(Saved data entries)
• • •

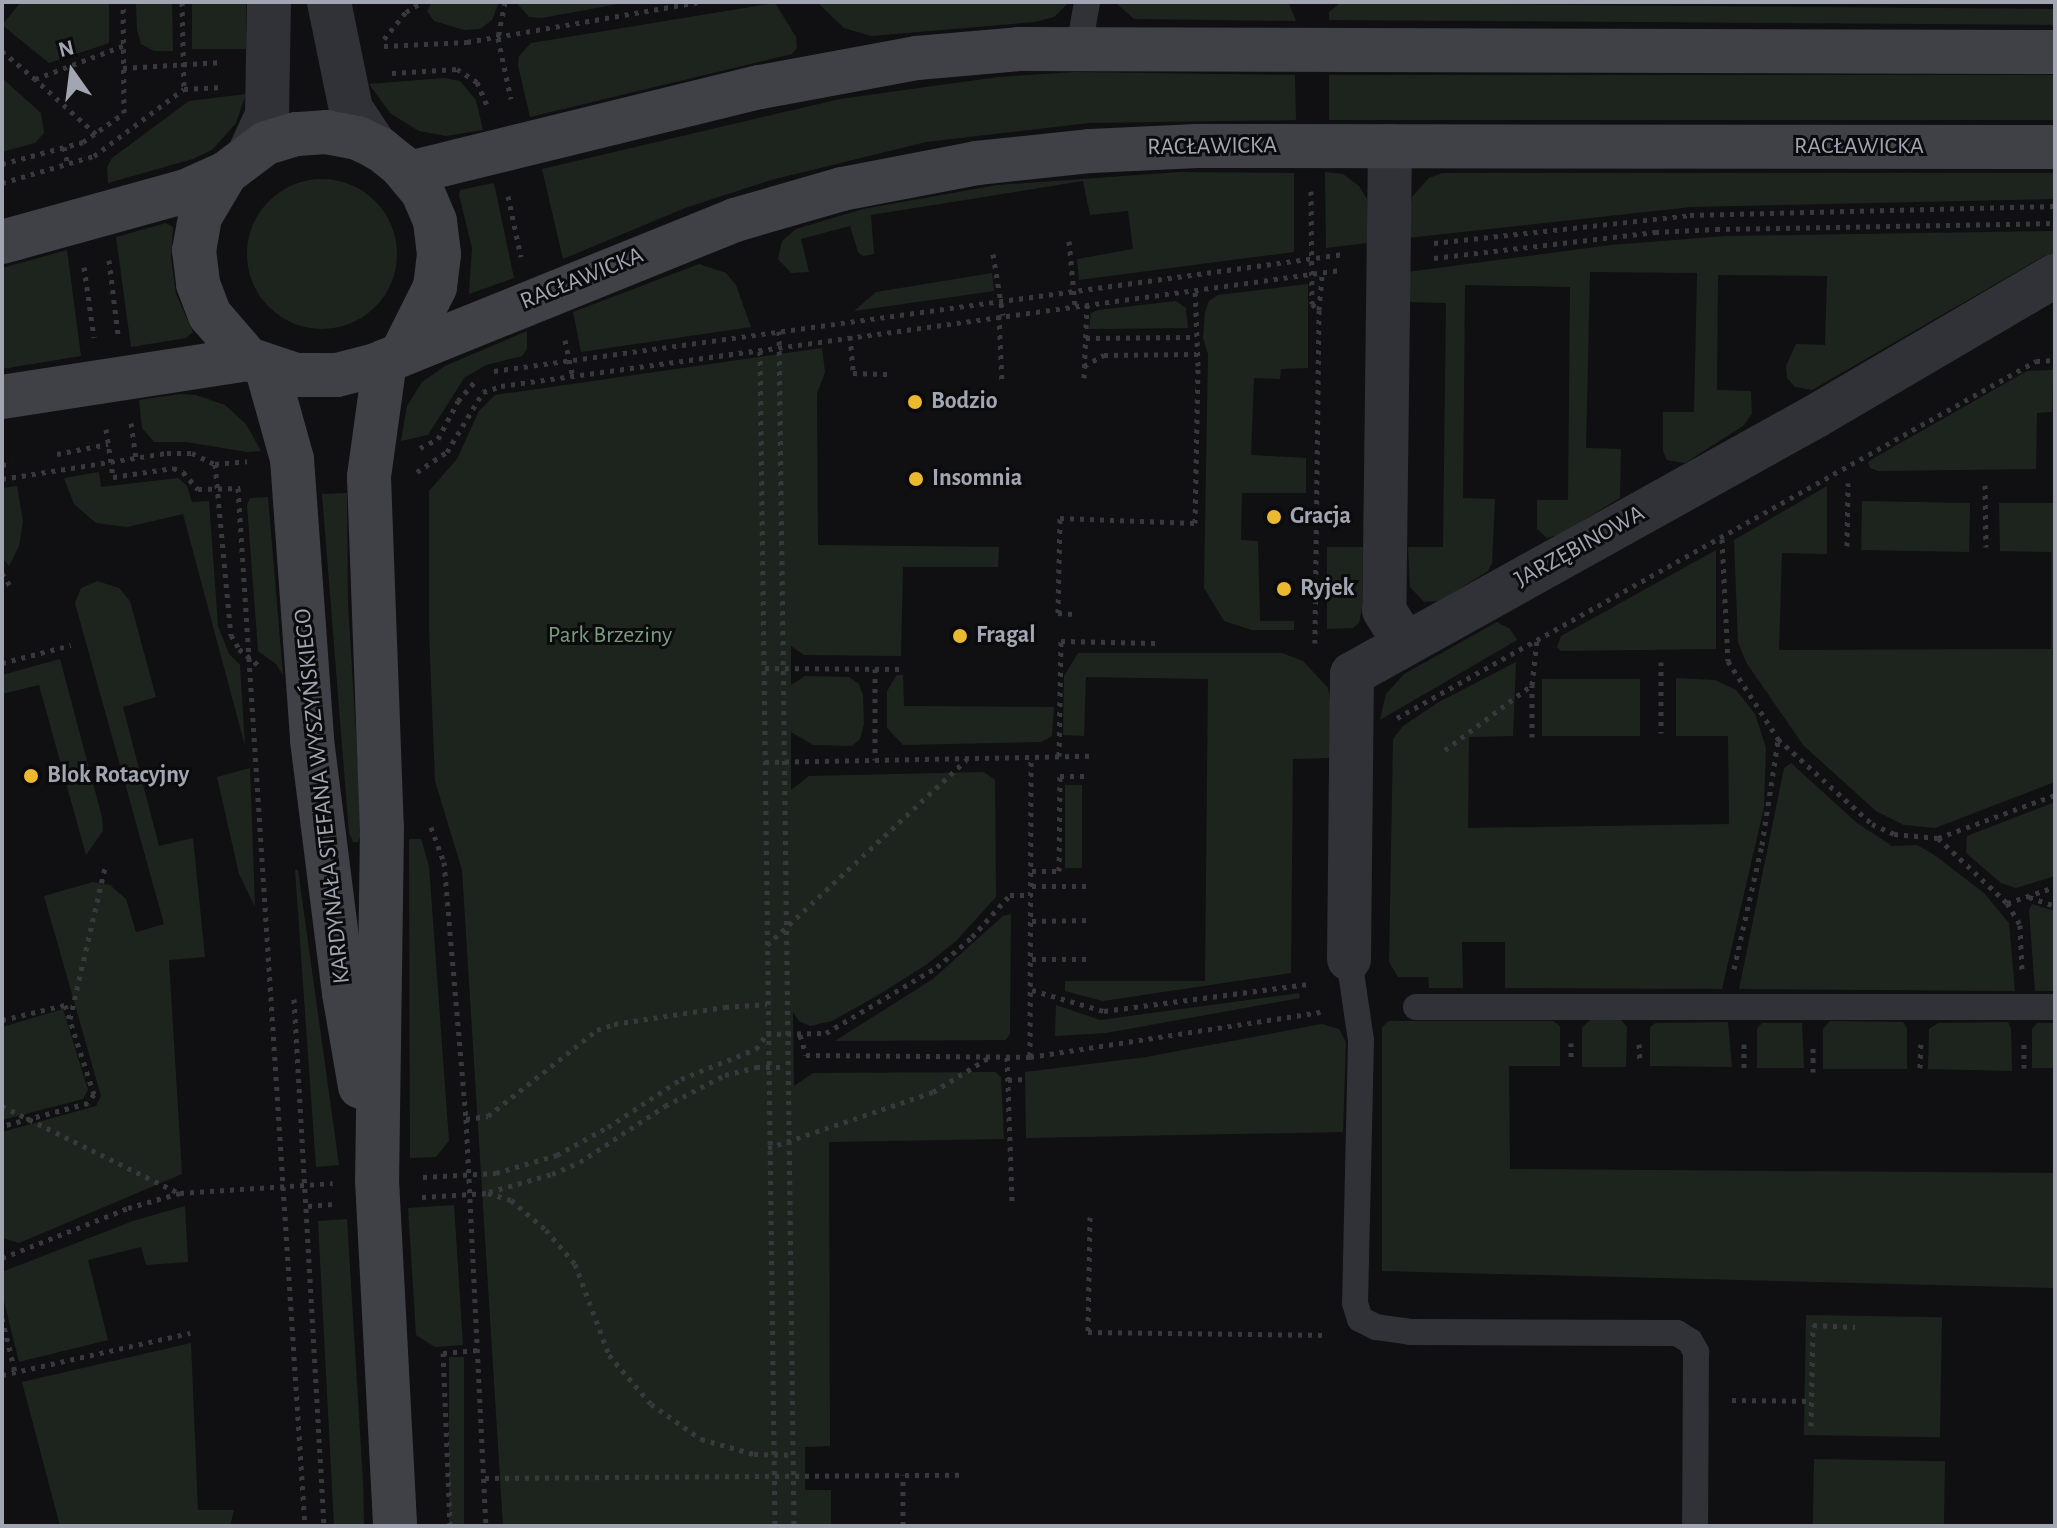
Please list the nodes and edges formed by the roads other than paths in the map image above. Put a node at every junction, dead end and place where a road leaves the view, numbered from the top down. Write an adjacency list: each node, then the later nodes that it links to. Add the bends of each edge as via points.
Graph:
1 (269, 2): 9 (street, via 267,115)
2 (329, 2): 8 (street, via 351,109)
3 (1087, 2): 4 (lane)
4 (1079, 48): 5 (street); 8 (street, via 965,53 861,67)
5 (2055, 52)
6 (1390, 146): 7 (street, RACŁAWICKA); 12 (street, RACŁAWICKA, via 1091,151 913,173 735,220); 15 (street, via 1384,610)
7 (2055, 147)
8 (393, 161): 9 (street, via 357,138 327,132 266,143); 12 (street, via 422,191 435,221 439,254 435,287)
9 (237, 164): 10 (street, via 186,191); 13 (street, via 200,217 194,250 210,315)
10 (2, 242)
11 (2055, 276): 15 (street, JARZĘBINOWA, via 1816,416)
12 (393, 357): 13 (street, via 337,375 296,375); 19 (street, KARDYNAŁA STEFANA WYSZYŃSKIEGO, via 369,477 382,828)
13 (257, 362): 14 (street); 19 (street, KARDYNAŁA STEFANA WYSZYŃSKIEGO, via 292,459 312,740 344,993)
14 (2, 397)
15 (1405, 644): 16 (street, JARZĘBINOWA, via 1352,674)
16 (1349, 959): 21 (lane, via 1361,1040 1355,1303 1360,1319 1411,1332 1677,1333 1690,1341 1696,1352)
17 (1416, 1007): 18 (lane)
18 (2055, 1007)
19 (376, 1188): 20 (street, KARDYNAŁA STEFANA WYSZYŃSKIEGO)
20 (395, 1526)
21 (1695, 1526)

• • •

• [EXERCISE DIRECTIONS] The answer is the records above, repeated exactly, with no picture in it.

• [TASK RESPONSE]
Please list the nodes and edges formed by the roads other than paths in the map image above. Put a node at every junction, dead end and place where a road leaves the view, numbered from the top down. Write an adjacency list: each node, then the later nodes that it links to. Add the bends of each edge as via points.
Graph:
1 (269, 2): 9 (street, via 267,115)
2 (329, 2): 8 (street, via 351,109)
3 (1087, 2): 4 (lane)
4 (1079, 48): 5 (street); 8 (street, via 965,53 861,67)
5 (2055, 52)
6 (1390, 146): 7 (street, RACŁAWICKA); 12 (street, RACŁAWICKA, via 1091,151 913,173 735,220); 15 (street, via 1384,610)
7 (2055, 147)
8 (393, 161): 9 (street, via 357,138 327,132 266,143); 12 (street, via 422,191 435,221 439,254 435,287)
9 (237, 164): 10 (street, via 186,191); 13 (street, via 200,217 194,250 210,315)
10 (2, 242)
11 (2055, 276): 15 (street, JARZĘBINOWA, via 1816,416)
12 (393, 357): 13 (street, via 337,375 296,375); 19 (street, KARDYNAŁA STEFANA WYSZYŃSKIEGO, via 369,477 382,828)
13 (257, 362): 14 (street); 19 (street, KARDYNAŁA STEFANA WYSZYŃSKIEGO, via 292,459 312,740 344,993)
14 (2, 397)
15 (1405, 644): 16 (street, JARZĘBINOWA, via 1352,674)
16 (1349, 959): 21 (lane, via 1361,1040 1355,1303 1360,1319 1411,1332 1677,1333 1690,1341 1696,1352)
17 (1416, 1007): 18 (lane)
18 (2055, 1007)
19 (376, 1188): 20 (street, KARDYNAŁA STEFANA WYSZYŃSKIEGO)
20 (395, 1526)
21 (1695, 1526)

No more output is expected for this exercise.